Extracted information:
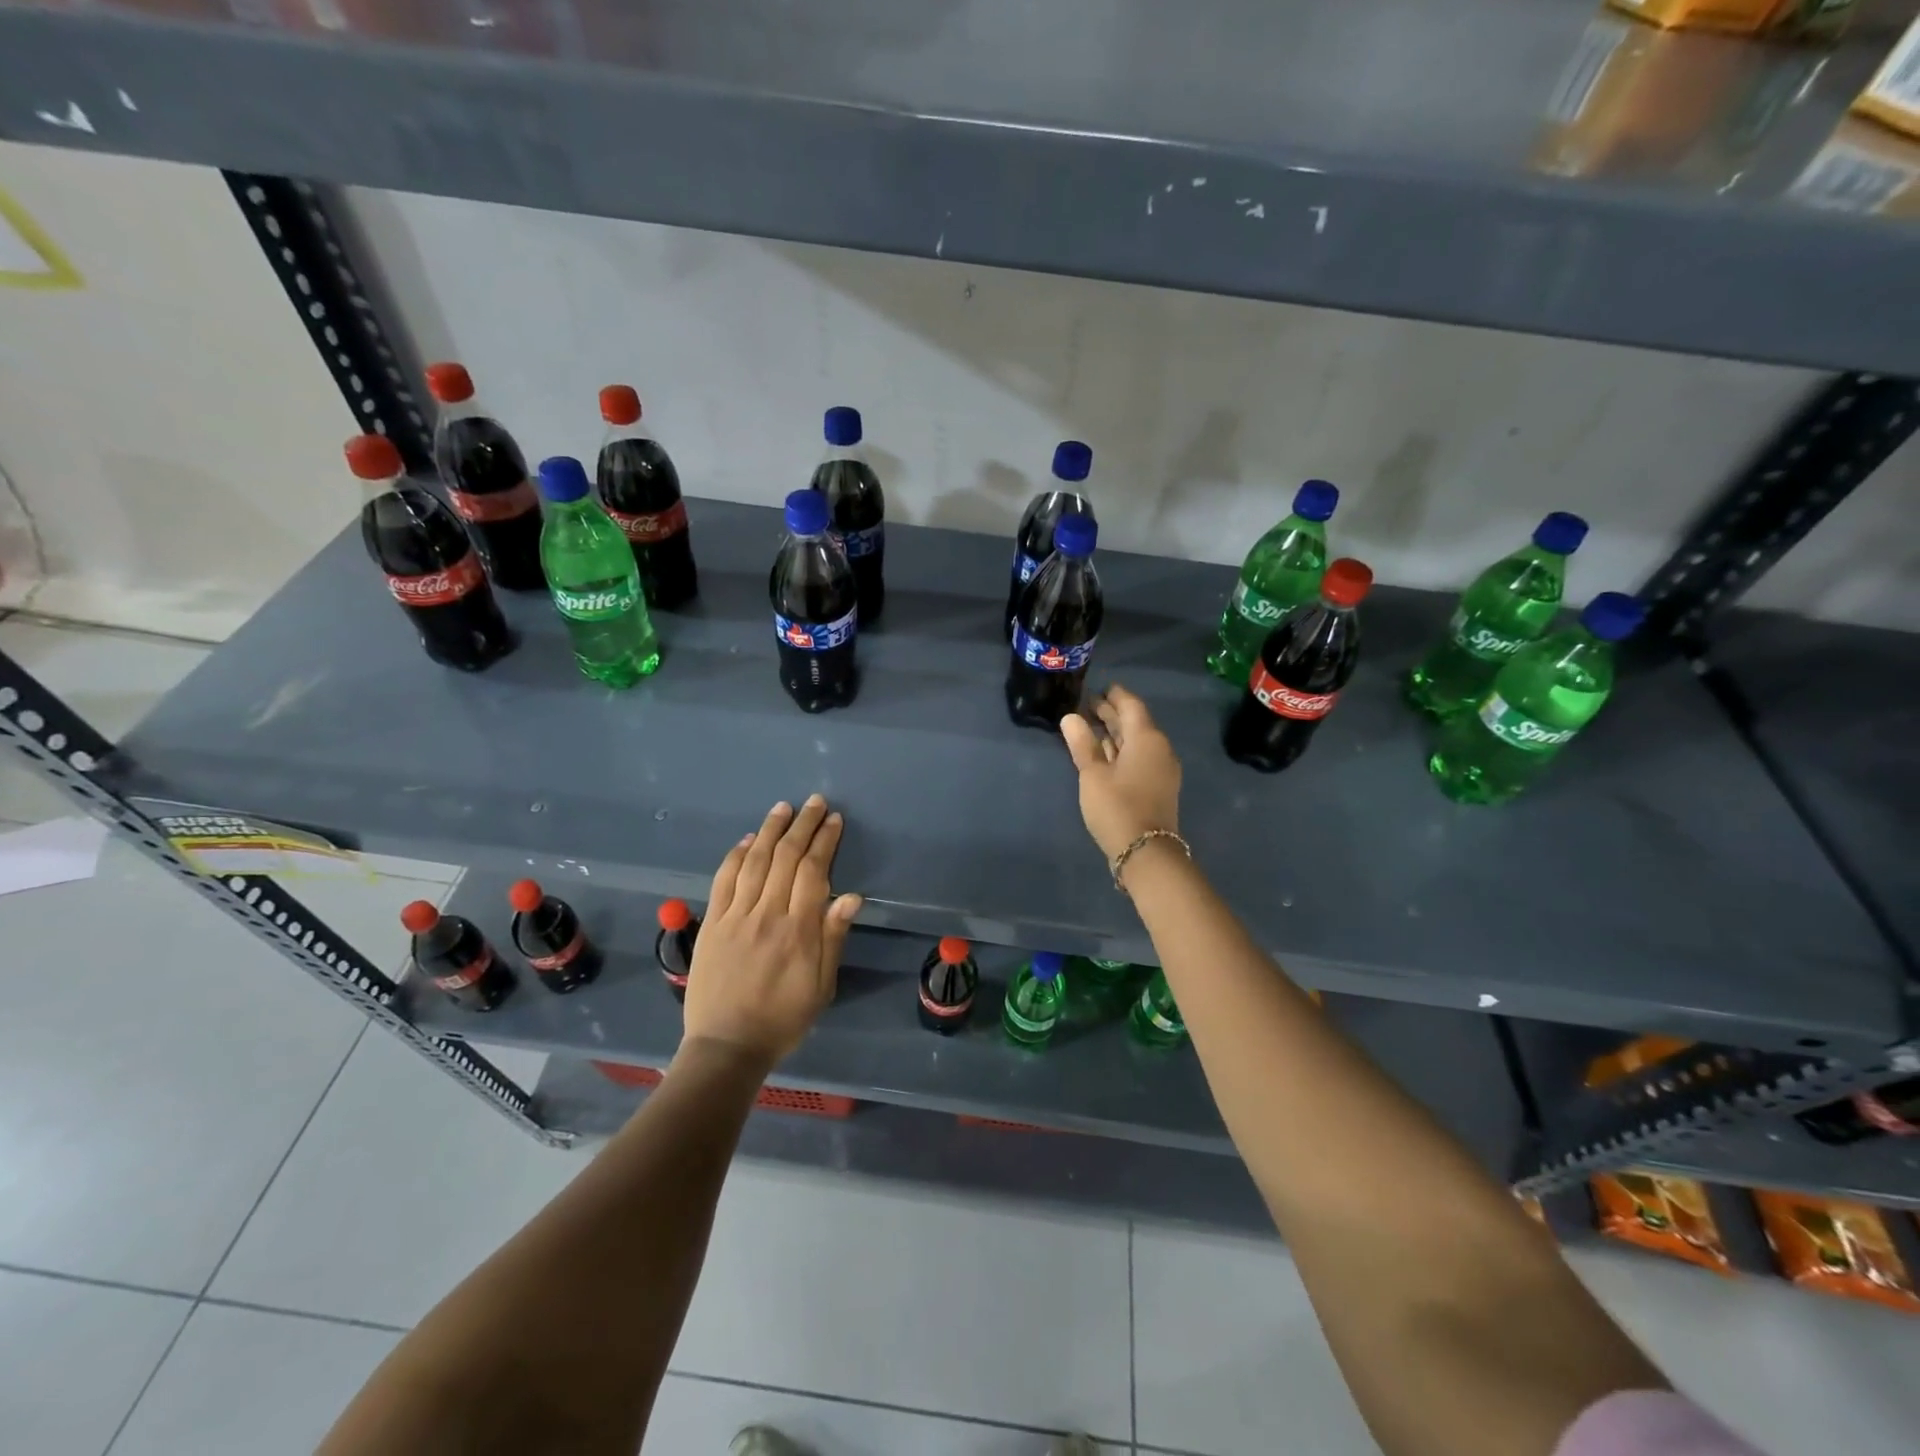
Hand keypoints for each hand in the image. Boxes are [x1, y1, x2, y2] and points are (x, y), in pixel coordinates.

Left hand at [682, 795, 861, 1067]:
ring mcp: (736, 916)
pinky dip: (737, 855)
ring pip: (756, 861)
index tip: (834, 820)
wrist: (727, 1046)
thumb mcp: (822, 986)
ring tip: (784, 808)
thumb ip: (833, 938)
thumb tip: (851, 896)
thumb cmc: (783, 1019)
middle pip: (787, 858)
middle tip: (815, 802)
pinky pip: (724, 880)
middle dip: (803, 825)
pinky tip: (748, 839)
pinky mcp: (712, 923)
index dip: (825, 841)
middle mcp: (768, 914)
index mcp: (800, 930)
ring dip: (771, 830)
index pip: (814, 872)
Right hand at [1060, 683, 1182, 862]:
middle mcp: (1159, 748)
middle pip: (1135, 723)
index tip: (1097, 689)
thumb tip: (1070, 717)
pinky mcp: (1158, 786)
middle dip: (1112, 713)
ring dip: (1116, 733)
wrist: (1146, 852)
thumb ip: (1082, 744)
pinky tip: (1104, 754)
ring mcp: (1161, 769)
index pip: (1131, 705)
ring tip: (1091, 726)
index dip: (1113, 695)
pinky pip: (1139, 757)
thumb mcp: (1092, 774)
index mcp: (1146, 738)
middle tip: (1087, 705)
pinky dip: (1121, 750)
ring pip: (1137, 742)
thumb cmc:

...

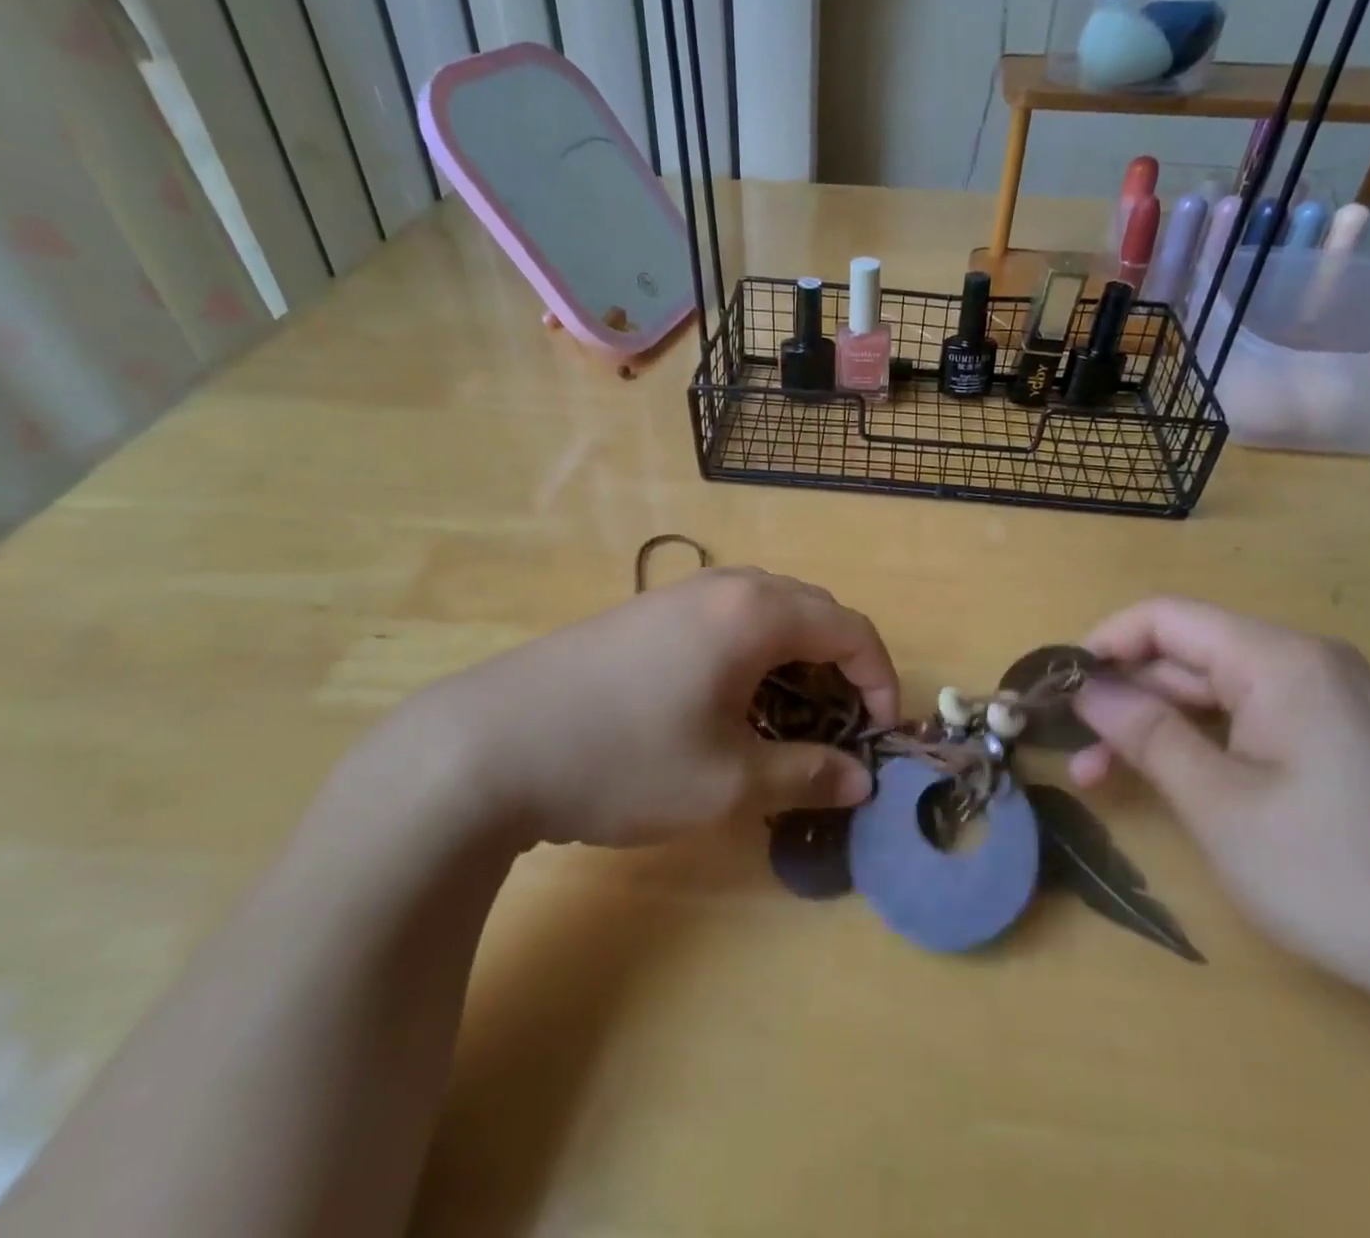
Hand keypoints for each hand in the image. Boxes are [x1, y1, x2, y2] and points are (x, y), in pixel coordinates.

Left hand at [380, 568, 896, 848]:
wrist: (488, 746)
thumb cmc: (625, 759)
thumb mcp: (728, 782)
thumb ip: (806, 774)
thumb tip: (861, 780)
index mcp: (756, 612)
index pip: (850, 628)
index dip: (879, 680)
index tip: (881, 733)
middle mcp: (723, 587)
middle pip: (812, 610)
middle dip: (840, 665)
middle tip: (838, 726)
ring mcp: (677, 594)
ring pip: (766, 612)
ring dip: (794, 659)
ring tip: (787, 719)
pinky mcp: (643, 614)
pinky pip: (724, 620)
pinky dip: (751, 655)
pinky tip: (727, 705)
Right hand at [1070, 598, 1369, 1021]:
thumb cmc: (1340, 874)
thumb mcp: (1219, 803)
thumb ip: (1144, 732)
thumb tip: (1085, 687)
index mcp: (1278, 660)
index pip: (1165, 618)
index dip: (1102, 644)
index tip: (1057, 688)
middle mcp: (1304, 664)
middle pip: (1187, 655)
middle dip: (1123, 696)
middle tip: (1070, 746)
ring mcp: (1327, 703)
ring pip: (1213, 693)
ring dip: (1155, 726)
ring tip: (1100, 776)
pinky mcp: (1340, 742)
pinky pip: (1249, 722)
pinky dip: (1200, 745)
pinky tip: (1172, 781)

Exercise details:
Your answer should be the lines of the listing above between the line holding "ring dip: (1155, 726)" and the line holding "pinky tip: (1172, 781)", inclusive, restated word for word and alone.

Result of this exercise:
ring dip: (1155, 726)
ring tip: (1100, 776)
pinky mcp: (1340, 742)
pinky pip: (1249, 722)
pinky dip: (1200, 745)
pinky tip: (1172, 781)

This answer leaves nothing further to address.